◆ WHAT TO DO:
Transcribe everything in the records exactly. Skip the images.

◆ EXTRACTED RECORDS:
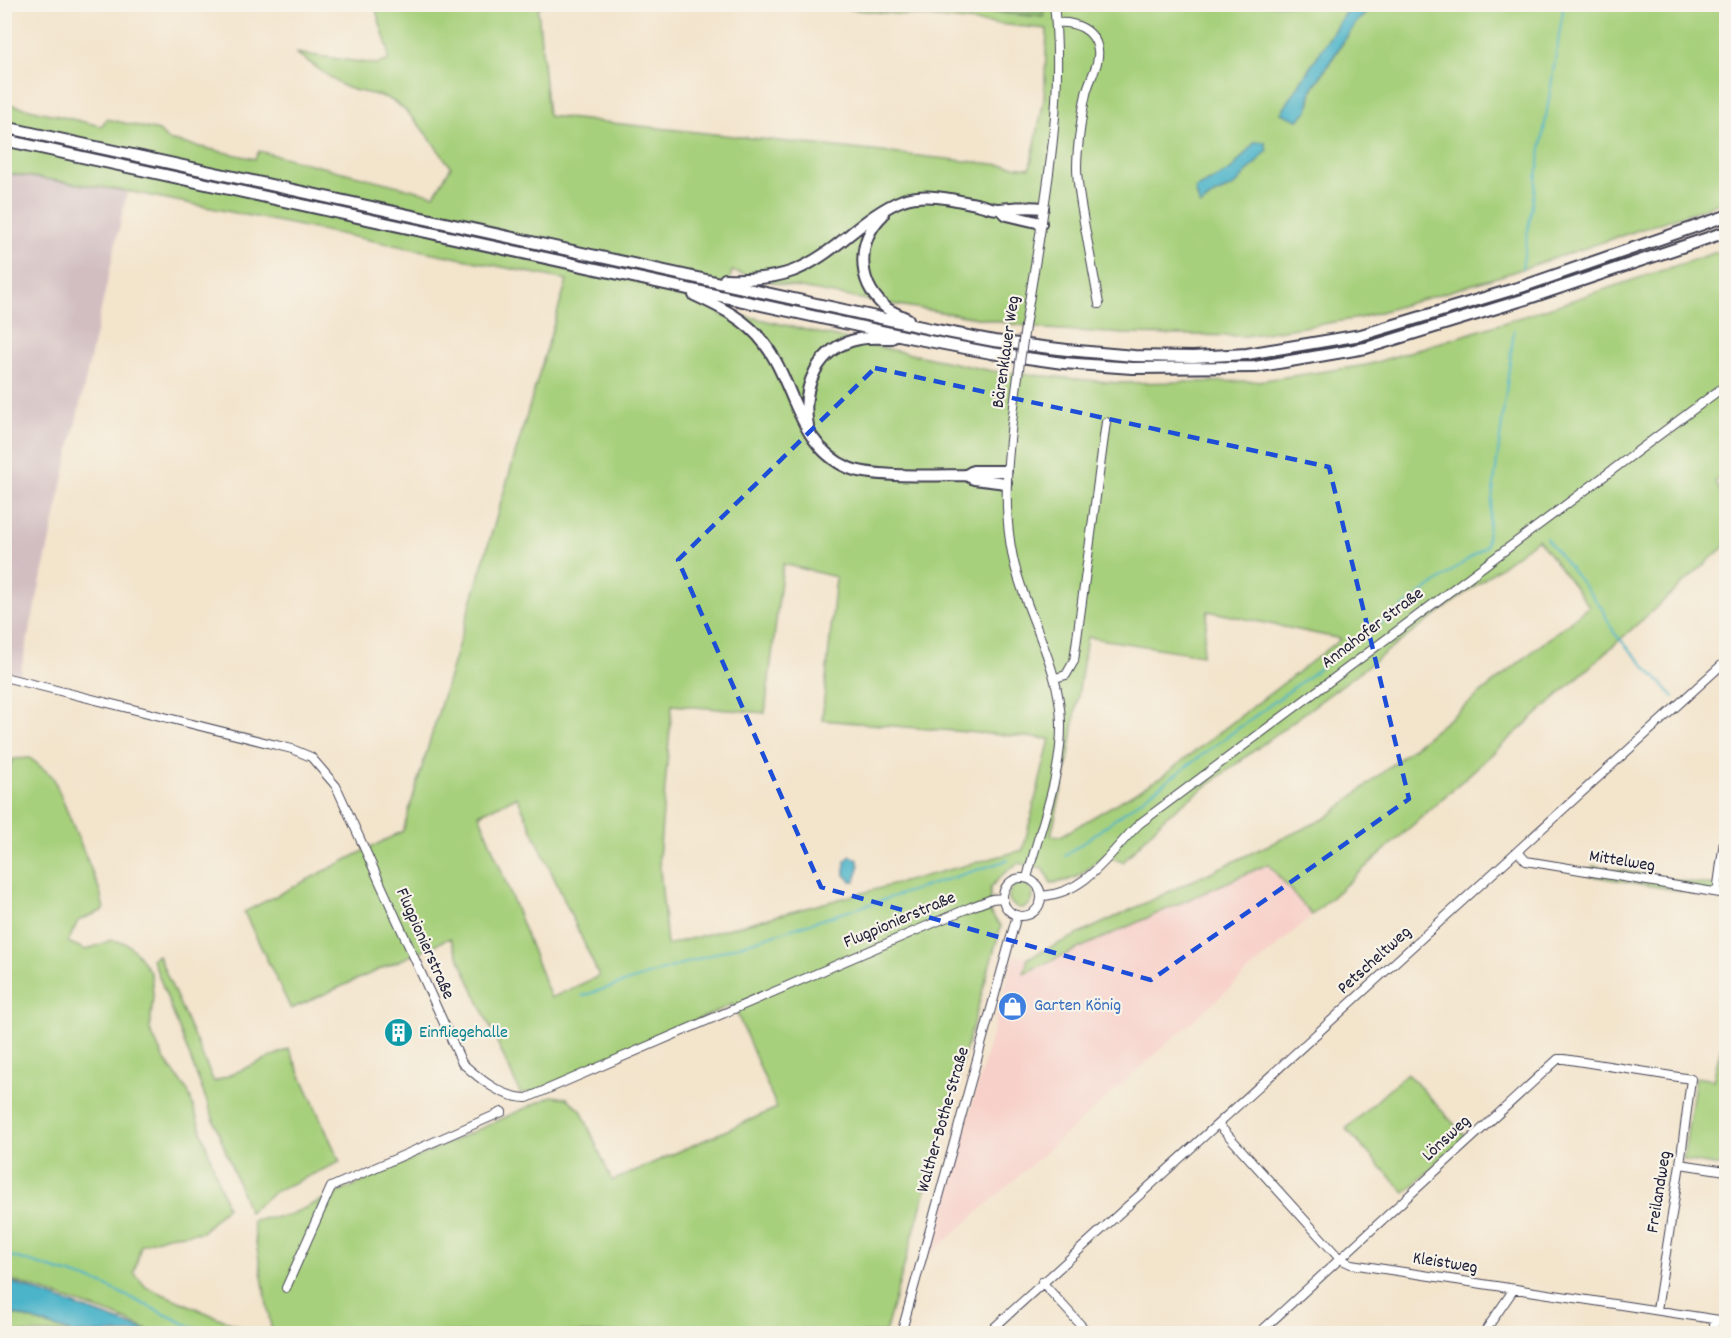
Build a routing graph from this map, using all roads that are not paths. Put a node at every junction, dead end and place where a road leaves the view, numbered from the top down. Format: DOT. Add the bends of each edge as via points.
graph roads {
  1 [pos="1054,4"];
  2 [pos="1056,23"];
  3 [pos="4,127"];
  4 [pos="4,140"];
  5 [pos="891,207"];
  6 [pos="1043,208"];
  7 [pos="999,209"];
  8 [pos="1726,216"];
  9 [pos="1041,224"];
  10 [pos="1726,232"];
  11 [pos="694,277"];
  12 [pos="674,286"];
  13 [pos="1099,304"];
  14 [pos="930,328"];
  15 [pos="913,338"];
  16 [pos="1726,385"];
  17 [pos="1106,422"];
  18 [pos="809,432"];
  19 [pos="1006,471"];
  20 [pos="966,475"];
  21 [pos="1006,483"];
  22 [pos="1726,661"];
  23 [pos="4,677"];
  24 [pos="1055,678"];
  25 [pos="1726,827"];
  26 [pos="1518,852"];
  27 [pos="1027,878"];
  28 [pos="1717,892"];
  29 [pos="1726,894"];
  30 [pos="1042,896"];
  31 [pos="1003,898"];
  32 [pos="1017,915"];
  33 [pos="1691,1079"];
  34 [pos="502,1112"];
  35 [pos="1218,1124"];
  36 [pos="1680,1164"];
  37 [pos="1726,1171"];
  38 [pos="1340,1259"];
  39 [pos="1042,1282"];
  40 [pos="286,1288"];
  41 [pos="1514,1289"];
  42 [pos="1657,1310"];
  43 [pos="1716,1320"];
  44 [pos="1726,1321"];
  45 [pos="901,1334"];
  46 [pos="987,1334"];
  47 [pos="1089,1334"];
  48 [pos="1258,1334"];
  49 [pos="1483,1334"];
  50 [pos="1712,1334"];
  1 -- 2 [label="street, Bärenklauer Weg"];
  2 -- 6 [label="street, Bärenklauer Weg" via="1058,84"];
  2 -- 13 [label="street" via="1080,26 1095,40 1098,50 1085,95 1077,167"];
  3 -- 11 [label="highway"];
  4 -- 12 [label="highway"];
  5 -- 7 [label="highway" via="901,201 929,197"];
  5 -- 11 [label="highway" via="823,256 785,274 748,280"];
  5 -- 14 [label="highway" via="867,236 862,256 864,274 871,292 883,306"];
  6 -- 7 [label="highway"];
  6 -- 9 [label="street, Bärenklauer Weg"];
  7 -- 9 [label="highway"];
  8 -- 14 [label="highway" via="1521,287 1361,335 1247,354 1134,356 994,341"];
  9 -- 19 [label="street, Bärenklauer Weg, bridge"];
  10 -- 15 [label="highway" via="1366,348 1255,367 1132,368 1063,363"];
  11 -- 14 [label="highway"];
  12 -- 15 [label="highway"];
  12 -- 18 [label="highway" via="720,307 751,327 775,358"];
  15 -- 18 [label="highway" via="858,339 826,356 809,383"];
  16 -- 30 [label="street, Annahofer Straße" via="1139,824 1092,875 1076,886"];
  17 -- 24 [label="street" via="1074,661 1066,675"];
  18 -- 20 [label="highway" via="822,450 851,469 872,474"];
  19 -- 20 [label="highway" via="973,471"];
  19 -- 21 [label="street, Bärenklauer Weg"];
  20 -- 21 [label="highway"];
  21 -- 24 [label="street, Bärenklauer Weg" via="1013,557"];
  22 -- 26 [label="street, Petscheltweg"];
  23 -- 31 [label="street, Flugpionierstraße" via="311,757 336,786 462,1063 481,1080 518,1098 527,1098 971,907"];
  24 -- 27 [label="street, Bärenklauer Weg" via="1061,722 1057,770"];
  25 -- 28 [label="street"];
  26 -- 28 [label="street, Mittelweg" via="1526,861"];
  26 -- 35 [label="street, Petscheltweg"];
  27 -- 30 [label="street" via="1037,884"];
  27 -- 31 [label="street" via="1010,882"];
  28 -- 29 [label="street, Mittelweg"];
  30 -- 32 [label="street" via="1035,912"];
  31 -- 32 [label="street" via="1008,910"];
  32 -- 45 [label="street, Walther-Bothe-Straße"];
  33 -- 36 [label="street, Freilandweg"];
  33 -- 38 [label="street, Lönsweg" via="1558,1059"];
  34 -- 40 [label="street" via="331,1187"];
  35 -- 38 [label="street"];
  35 -- 39 [label="street, Petscheltweg"];
  36 -- 37 [label="street"];
  36 -- 42 [label="street, Freilandweg"];
  38 -- 41 [label="street, Kleistweg" via="1351,1264"];
  38 -- 48 [label="street, Lönsweg"];
  39 -- 46 [label="street, Petscheltweg"];
  39 -- 47 [label="street"];
  41 -- 42 [label="street, Kleistweg"];
  41 -- 49 [label="street"];
  42 -- 43 [label="street, Kleistweg"];
  43 -- 44 [label="street, Kleistweg"];
  43 -- 50 [label="street"];
}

◆ TASK ANSWER:
Build a routing graph from this map, using all roads that are not paths. Put a node at every junction, dead end and place where a road leaves the view, numbered from the top down. Format: DOT. Add the bends of each edge as via points.
graph roads {
  1 [pos="1054,4"];
  2 [pos="1056,23"];
  3 [pos="4,127"];
  4 [pos="4,140"];
  5 [pos="891,207"];
  6 [pos="1043,208"];
  7 [pos="999,209"];
  8 [pos="1726,216"];
  9 [pos="1041,224"];
  10 [pos="1726,232"];
  11 [pos="694,277"];
  12 [pos="674,286"];
  13 [pos="1099,304"];
  14 [pos="930,328"];
  15 [pos="913,338"];
  16 [pos="1726,385"];
  17 [pos="1106,422"];
  18 [pos="809,432"];
  19 [pos="1006,471"];
  20 [pos="966,475"];
  21 [pos="1006,483"];
  22 [pos="1726,661"];
  23 [pos="4,677"];
  24 [pos="1055,678"];
  25 [pos="1726,827"];
  26 [pos="1518,852"];
  27 [pos="1027,878"];
  28 [pos="1717,892"];
  29 [pos="1726,894"];
  30 [pos="1042,896"];
  31 [pos="1003,898"];
  32 [pos="1017,915"];
  33 [pos="1691,1079"];
  34 [pos="502,1112"];
  35 [pos="1218,1124"];
  36 [pos="1680,1164"];
  37 [pos="1726,1171"];
  38 [pos="1340,1259"];
  39 [pos="1042,1282"];
  40 [pos="286,1288"];
  41 [pos="1514,1289"];
  42 [pos="1657,1310"];
  43 [pos="1716,1320"];
  44 [pos="1726,1321"];
  45 [pos="901,1334"];
  46 [pos="987,1334"];
  47 [pos="1089,1334"];
  48 [pos="1258,1334"];
  49 [pos="1483,1334"];
  50 [pos="1712,1334"];
  1 -- 2 [label="street, Bärenklauer Weg"];
  2 -- 6 [label="street, Bärenklauer Weg" via="1058,84"];
  2 -- 13 [label="street" via="1080,26 1095,40 1098,50 1085,95 1077,167"];
  3 -- 11 [label="highway"];
  4 -- 12 [label="highway"];
  5 -- 7 [label="highway" via="901,201 929,197"];
  5 -- 11 [label="highway" via="823,256 785,274 748,280"];
  5 -- 14 [label="highway" via="867,236 862,256 864,274 871,292 883,306"];
  6 -- 7 [label="highway"];
  6 -- 9 [label="street, Bärenklauer Weg"];
  7 -- 9 [label="highway"];
  8 -- 14 [label="highway" via="1521,287 1361,335 1247,354 1134,356 994,341"];
  9 -- 19 [label="street, Bärenklauer Weg, bridge"];
  10 -- 15 [label="highway" via="1366,348 1255,367 1132,368 1063,363"];
  11 -- 14 [label="highway"];
  12 -- 15 [label="highway"];
  12 -- 18 [label="highway" via="720,307 751,327 775,358"];
  15 -- 18 [label="highway" via="858,339 826,356 809,383"];
  16 -- 30 [label="street, Annahofer Straße" via="1139,824 1092,875 1076,886"];
  17 -- 24 [label="street" via="1074,661 1066,675"];
  18 -- 20 [label="highway" via="822,450 851,469 872,474"];
  19 -- 20 [label="highway" via="973,471"];
  19 -- 21 [label="street, Bärenklauer Weg"];
  20 -- 21 [label="highway"];
  21 -- 24 [label="street, Bärenklauer Weg" via="1013,557"];
  22 -- 26 [label="street, Petscheltweg"];
  23 -- 31 [label="street, Flugpionierstraße" via="311,757 336,786 462,1063 481,1080 518,1098 527,1098 971,907"];
  24 -- 27 [label="street, Bärenklauer Weg" via="1061,722 1057,770"];
  25 -- 28 [label="street"];
  26 -- 28 [label="street, Mittelweg" via="1526,861"];
  26 -- 35 [label="street, Petscheltweg"];
  27 -- 30 [label="street" via="1037,884"];
  27 -- 31 [label="street" via="1010,882"];
  28 -- 29 [label="street, Mittelweg"];
  30 -- 32 [label="street" via="1035,912"];
  31 -- 32 [label="street" via="1008,910"];
  32 -- 45 [label="street, Walther-Bothe-Straße"];
  33 -- 36 [label="street, Freilandweg"];
  33 -- 38 [label="street, Lönsweg" via="1558,1059"];
  34 -- 40 [label="street" via="331,1187"];
  35 -- 38 [label="street"];
  35 -- 39 [label="street, Petscheltweg"];
  36 -- 37 [label="street"];
  36 -- 42 [label="street, Freilandweg"];
  38 -- 41 [label="street, Kleistweg" via="1351,1264"];
  38 -- 48 [label="street, Lönsweg"];
  39 -- 46 [label="street, Petscheltweg"];
  39 -- 47 [label="street"];
  41 -- 42 [label="street, Kleistweg"];
  41 -- 49 [label="street"];
  42 -- 43 [label="street, Kleistweg"];
  43 -- 44 [label="street, Kleistweg"];
  43 -- 50 [label="street"];
}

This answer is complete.